In this case, Lord Justice Davis observed that correspondence between the lawyers showed a lack of understanding of the requirements of the changes to the Civil Procedure Rules

Andrew Weston

The Facts

Chartwell Estate Agents Limited (“Chartwell”) commenced proceedings to recover commission in connection with the sale of a property owned by Fergies Properties Limited (“Fergies”) in Knightsbridge, London.

Chartwell commenced proceedings in May 2013. Fergies declined to provide disclosure of certain sale related documentation.
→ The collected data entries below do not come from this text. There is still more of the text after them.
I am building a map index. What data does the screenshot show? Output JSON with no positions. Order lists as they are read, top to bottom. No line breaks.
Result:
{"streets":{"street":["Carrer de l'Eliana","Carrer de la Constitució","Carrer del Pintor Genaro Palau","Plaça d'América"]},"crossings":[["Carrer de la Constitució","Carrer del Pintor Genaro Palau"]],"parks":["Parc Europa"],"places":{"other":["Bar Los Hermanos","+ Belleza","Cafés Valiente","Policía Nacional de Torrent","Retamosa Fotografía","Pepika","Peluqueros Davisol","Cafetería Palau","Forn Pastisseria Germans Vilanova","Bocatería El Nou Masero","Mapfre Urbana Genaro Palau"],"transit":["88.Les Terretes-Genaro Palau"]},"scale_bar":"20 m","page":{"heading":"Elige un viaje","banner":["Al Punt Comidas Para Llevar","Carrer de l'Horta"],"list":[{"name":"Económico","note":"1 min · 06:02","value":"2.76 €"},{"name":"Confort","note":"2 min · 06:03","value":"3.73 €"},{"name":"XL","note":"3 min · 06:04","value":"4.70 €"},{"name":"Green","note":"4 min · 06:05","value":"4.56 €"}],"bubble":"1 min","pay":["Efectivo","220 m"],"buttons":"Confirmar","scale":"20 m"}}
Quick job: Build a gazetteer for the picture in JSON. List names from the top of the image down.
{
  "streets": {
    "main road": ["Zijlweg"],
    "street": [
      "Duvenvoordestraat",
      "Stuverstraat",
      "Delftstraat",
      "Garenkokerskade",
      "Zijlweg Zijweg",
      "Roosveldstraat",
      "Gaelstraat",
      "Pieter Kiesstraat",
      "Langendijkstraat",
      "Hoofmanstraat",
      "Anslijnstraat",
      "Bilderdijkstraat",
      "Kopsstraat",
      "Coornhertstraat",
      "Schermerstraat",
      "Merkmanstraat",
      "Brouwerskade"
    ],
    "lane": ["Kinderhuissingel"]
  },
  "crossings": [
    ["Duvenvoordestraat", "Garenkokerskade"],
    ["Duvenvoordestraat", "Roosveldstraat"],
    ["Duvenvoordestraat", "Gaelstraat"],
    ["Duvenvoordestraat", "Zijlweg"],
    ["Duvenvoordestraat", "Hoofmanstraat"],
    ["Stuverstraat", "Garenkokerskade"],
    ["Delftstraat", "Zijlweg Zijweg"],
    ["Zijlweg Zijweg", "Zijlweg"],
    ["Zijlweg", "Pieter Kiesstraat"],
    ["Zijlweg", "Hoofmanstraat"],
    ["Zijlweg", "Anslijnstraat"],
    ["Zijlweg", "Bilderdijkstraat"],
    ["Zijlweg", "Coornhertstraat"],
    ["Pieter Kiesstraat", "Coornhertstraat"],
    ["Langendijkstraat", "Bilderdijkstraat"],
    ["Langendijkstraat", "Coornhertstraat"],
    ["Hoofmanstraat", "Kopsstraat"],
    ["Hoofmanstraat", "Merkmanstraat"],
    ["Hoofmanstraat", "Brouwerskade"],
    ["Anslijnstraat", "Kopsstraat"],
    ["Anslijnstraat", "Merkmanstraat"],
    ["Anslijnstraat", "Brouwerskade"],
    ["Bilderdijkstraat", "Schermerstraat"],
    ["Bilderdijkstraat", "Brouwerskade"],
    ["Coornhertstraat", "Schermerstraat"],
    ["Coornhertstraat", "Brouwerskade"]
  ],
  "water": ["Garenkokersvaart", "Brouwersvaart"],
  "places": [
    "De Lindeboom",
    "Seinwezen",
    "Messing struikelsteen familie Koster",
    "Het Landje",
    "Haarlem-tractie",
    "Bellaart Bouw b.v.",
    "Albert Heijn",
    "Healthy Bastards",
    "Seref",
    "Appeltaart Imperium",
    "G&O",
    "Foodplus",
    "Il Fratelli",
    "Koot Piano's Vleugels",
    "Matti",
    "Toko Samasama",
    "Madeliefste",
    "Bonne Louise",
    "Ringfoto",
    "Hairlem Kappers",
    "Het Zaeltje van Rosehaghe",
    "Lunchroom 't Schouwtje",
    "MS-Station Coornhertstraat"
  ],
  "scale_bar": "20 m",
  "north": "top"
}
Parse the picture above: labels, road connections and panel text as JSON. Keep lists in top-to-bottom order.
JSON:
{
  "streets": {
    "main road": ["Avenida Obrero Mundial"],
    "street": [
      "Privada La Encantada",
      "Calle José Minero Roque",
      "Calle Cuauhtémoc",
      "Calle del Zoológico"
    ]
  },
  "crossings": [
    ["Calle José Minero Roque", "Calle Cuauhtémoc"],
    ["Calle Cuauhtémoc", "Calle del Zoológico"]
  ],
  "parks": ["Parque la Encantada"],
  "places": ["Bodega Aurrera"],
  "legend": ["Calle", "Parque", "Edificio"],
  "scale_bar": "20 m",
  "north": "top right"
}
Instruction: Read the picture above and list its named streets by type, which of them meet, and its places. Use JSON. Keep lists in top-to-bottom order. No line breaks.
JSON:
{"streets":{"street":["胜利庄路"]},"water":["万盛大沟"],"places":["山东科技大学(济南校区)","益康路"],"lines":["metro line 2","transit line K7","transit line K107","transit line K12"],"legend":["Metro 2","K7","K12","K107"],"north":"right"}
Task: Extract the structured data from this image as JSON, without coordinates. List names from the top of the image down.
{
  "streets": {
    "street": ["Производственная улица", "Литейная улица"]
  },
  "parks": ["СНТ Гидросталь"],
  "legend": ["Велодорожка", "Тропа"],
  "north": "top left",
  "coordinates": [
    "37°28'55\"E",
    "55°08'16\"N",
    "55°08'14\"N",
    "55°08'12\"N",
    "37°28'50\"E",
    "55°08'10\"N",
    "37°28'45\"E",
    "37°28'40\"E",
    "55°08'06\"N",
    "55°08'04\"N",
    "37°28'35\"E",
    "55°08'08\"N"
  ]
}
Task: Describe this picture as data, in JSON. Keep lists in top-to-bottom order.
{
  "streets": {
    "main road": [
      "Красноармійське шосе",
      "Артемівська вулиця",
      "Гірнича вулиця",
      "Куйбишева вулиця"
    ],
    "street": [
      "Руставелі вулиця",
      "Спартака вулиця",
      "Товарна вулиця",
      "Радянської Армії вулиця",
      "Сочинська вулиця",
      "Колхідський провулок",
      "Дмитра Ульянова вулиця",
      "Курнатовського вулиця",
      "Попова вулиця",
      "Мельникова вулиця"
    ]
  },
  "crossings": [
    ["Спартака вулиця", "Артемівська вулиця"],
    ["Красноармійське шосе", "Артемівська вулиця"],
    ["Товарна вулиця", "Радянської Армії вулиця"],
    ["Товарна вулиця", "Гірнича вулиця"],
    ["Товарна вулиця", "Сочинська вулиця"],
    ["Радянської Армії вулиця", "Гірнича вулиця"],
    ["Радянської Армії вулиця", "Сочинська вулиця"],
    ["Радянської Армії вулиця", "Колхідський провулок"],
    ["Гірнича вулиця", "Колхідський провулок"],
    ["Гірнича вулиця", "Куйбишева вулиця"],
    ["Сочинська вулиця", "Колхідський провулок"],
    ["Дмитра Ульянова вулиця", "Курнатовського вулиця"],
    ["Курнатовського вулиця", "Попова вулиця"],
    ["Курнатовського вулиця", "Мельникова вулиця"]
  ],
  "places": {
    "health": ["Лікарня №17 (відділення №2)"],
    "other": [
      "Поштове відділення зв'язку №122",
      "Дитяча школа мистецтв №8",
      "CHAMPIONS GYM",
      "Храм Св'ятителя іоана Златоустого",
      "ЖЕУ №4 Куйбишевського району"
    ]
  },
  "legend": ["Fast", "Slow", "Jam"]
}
Chartwell’s solicitors advised that witness statement could not be finalised without this information.

The court issued directions for simultaneous exchange of witness statements on 22 November 2013. This date was missed and neither party sought an extension from the court.

Following Fergies’ disclosure of further documents in January 2014, Chartwell’s solicitors applied to the Court for an extension to the date for exchanging witness statements and relief from sanction under CPR 3.9 for failing to exchange by 22 November 2013.

At first instance, Mister Justice Globe found that both parties were at fault for the failure to exchange witness statements. The judge thought that Chartwell’s solicitors were more culpable, given they were dissatisfied with disclosure but did not seek specific disclosure or apply to extend time until the present application was made.

Mr Justice Globe decided that both parties were entitled to relief from sanction given his obligation to deal with the case justly and at proportionate cost. He recognised that the trial date was unaffected, that both parties could exchange witness statements almost immediately and that a robust application of CPR 3.9 and the consequential refusal to grant relief would effectively mean the end of the action.

Fergies appealed.

The Issue

On appeal, Fergies challenged the judgment on the grounds that the Judge failed to adopt the robust approach laid down in Andrew Mitchell MP vs News Group Newspapers Ltd [2013] EWCA Civ 1537 and not properly applied the two considerations set out in CPR 3.9, namely: (a) the need for litigation to be conducted efficiently and at proportionate cost; and, (b) the need to enforce compliance with rules, practice directions and orders.

The Decision

Fergies’ appeal was dismissed. In the leading judgment, Lord Justice Davis said he was of the view that Mr Justice Globe was entitled to decide the matter as he did, where CPR 3.9 requires the consideration of all the circumstances to enable the application to be dealt with justly, including the two specific considerations.

The judge’s finding that the non-compliance by Chartwell was not trivial and was without good reason was justified. However, the non compliance was not a “flouting” of the rules. The reason for non-compliance was self-evident from the parties’ communications regarding disclosure.

Lord Justice Davis said notwithstanding the great weight to be placed upon the two factors listed in CPR 3.9, these had been reasonably assessed and outweighed by the circumstances in the case, including that:

  • the parties could exchange witness statements within 7 days, if not immediately;
  • fault had occurred on both sides;
  • the trial date could be maintained; and
  • there were no significant additional cost implications on the basis that the cost budgets would not be increased.

Lord Justice Davis agreed it would have been a disproportionately severe consequence if relief had not been granted as the action would effectively be brought to an end if Chartwell had been unable to call any evidence.

In Mitchell the Court of Appeal said in instances where a default is not trivial that the CPR 3.9 factors would normally “trump” other circumstances. In all the circumstances of this case, Lord Justice Davis found that the judge was entitled to depart from the expectation which otherwise would ordinarily arise.

Albeit not dissenting, Lord Justice Davis added that he found the case more finely balanced and emphasised that the result, driven by the particular facts, was an unusual one.


Lord Justice Davis observed that the correspondence exchanged between the lawyers showed a lack of real understanding of the requirements of the changes to the Civil Procedure Rules. It is clear the courts will not be sympathetic to inaction by a party who relies on a failure of the other party. In this instance, Lord Justice Davis criticised the failure by Chartwell to seek specific disclosure and the parties’ collective failure to apply to extend the date for service of the witness evidence before expiry the date set by the court, or for some considerable time thereafter. The courts will notcountenance the notion the parties may set their own timetable at the expense not just of their own proceedings but also other court users.

The appellate courts will not lightly interfere with robust and fair case management decisions. Whilst in this instance relief from sanction was granted, it should be regarded as an exception based on the facts rather than the rule and parties should not expect that as a matter of principle a cavalier approach to courts’ directions and timetable will be tolerated.